Search code examples
pythonpandasnlpmultiprocessingdata-cleaning

How to use multiprocessing to pre-process a pandas dataframe in for loop in Python?


I have a dataset of 8500 rows of text. I want to apply a function pre_process on each of these rows. When I do it serially, it takes about 42 mins on my computer:

import pandas as pd
import time
import re

### constructing a sample dataframe of 10 rows to demonstrate
df = pd.DataFrame(columns=['text'])
df.text = ["The Rock is destined to be the 21st Century 's new `` Conan '' and that he 's going to make a splash even greater than Arnold Schwarzenegger , Jean-Claud Van Damme or Steven Segal .",
 "The gorgeously elaborate continuation of `` The Lord of the Rings '' trilogy is so huge that a column of words can not adequately describe co-writer/director Peter Jackson 's expanded vision of J.R.R. Tolkien 's Middle-earth .",
 'Singer/composer Bryan Adams contributes a slew of songs -- a few potential hits , a few more simply intrusive to the story -- but the whole package certainly captures the intended , er , spirit of the piece .',
 "You 'd think by now America would have had enough of plucky British eccentrics with hearts of gold .",
 'Yet the act is still charming here .',
 "Whether or not you 're enlightened by any of Derrida 's lectures on `` the other '' and `` the self , '' Derrida is an undeniably fascinating and playful fellow .",
 'Just the labour involved in creating the layered richness of the imagery in this chiaroscuro of madness and light is astonishing .',
 'Part of the charm of Satin Rouge is that it avoids the obvious with humour and lightness .',
 "a screenplay more ingeniously constructed than `` Memento ''",
 "`` Extreme Ops '' exceeds expectations ."]

def pre_process(text):
    '''
    function to pre-process and clean text
    '''
    stop_words = ['in', 'of', 'at', 'a', 'the']

    # lowercase
    text=str(text).lower()

    # remove special characters except spaces, apostrophes and dots
    text=re.sub(r"[^a-zA-Z0-9.']+", ' ', text)

    # remove stopwords
    text=[word for word in text.split(' ') if word not in stop_words]

    return ' '.join(text)

t = time.time()
for i in range(len(df)):
    df.text[i] = pre_process(df.text[i])

print('Time taken for pre-processing the data = {} mins'.format((time.time()-t)/60))

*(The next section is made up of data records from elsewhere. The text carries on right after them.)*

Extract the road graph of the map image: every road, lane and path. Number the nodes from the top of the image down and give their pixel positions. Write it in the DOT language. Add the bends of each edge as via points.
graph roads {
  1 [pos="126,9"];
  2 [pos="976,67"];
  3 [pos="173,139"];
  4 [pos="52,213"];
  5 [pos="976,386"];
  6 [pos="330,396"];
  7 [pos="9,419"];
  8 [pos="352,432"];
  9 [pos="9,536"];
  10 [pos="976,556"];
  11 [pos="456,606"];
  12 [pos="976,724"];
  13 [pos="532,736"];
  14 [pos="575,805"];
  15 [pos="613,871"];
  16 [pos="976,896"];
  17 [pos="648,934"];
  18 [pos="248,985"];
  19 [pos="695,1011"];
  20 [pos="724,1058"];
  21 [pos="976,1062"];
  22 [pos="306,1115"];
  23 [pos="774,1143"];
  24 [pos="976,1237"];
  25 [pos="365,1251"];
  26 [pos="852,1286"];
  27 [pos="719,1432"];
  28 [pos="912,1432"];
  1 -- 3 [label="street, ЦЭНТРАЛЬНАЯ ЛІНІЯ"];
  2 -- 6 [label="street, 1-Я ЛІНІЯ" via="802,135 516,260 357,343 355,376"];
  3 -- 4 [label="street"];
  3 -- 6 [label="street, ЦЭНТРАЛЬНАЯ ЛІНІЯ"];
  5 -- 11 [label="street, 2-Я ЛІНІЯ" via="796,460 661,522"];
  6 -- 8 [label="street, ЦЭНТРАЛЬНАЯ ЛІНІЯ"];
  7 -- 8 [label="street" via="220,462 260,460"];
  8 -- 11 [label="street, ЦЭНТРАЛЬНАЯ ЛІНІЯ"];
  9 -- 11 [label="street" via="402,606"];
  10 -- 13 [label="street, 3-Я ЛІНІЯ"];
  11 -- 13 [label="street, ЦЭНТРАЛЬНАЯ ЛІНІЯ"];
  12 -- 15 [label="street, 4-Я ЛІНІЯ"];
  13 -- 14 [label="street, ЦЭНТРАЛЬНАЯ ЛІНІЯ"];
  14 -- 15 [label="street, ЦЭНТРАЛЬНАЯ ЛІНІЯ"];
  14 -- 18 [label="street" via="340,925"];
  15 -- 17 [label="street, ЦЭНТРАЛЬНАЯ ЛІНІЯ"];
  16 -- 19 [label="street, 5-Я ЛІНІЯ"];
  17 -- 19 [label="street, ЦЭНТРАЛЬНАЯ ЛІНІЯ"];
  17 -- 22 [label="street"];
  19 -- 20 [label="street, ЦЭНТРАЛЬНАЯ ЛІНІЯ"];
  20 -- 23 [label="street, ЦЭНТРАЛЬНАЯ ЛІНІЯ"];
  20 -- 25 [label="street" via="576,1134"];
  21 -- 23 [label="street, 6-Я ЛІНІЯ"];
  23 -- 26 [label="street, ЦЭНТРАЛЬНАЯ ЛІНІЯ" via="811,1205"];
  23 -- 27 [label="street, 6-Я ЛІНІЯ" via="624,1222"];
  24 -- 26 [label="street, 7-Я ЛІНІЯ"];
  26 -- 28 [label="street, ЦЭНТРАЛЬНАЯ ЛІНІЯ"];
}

>>> Time taken for pre-processing the data = 41.95724259614944 mins

So, I want to make use of multiprocessing for this task. I took help from here and wrote the following code:

import pandas as pd
import multiprocessing as mp

pool = mp.Pool(mp.cpu_count())

def func(text):
    return pre_process(text)

t = time.time()
results = pool.map(func, [df.text[i] for i in range(len(df))])
print('Time taken for pre-processing the data = {} mins'.format((time.time()-t)/60))

pool.close()

But the code just keeps on running, and doesn't stop.

How can I get it to work?


Solution

  • you can use pandas.DataFrame.apply

    df.text= df.text.apply(pre_process)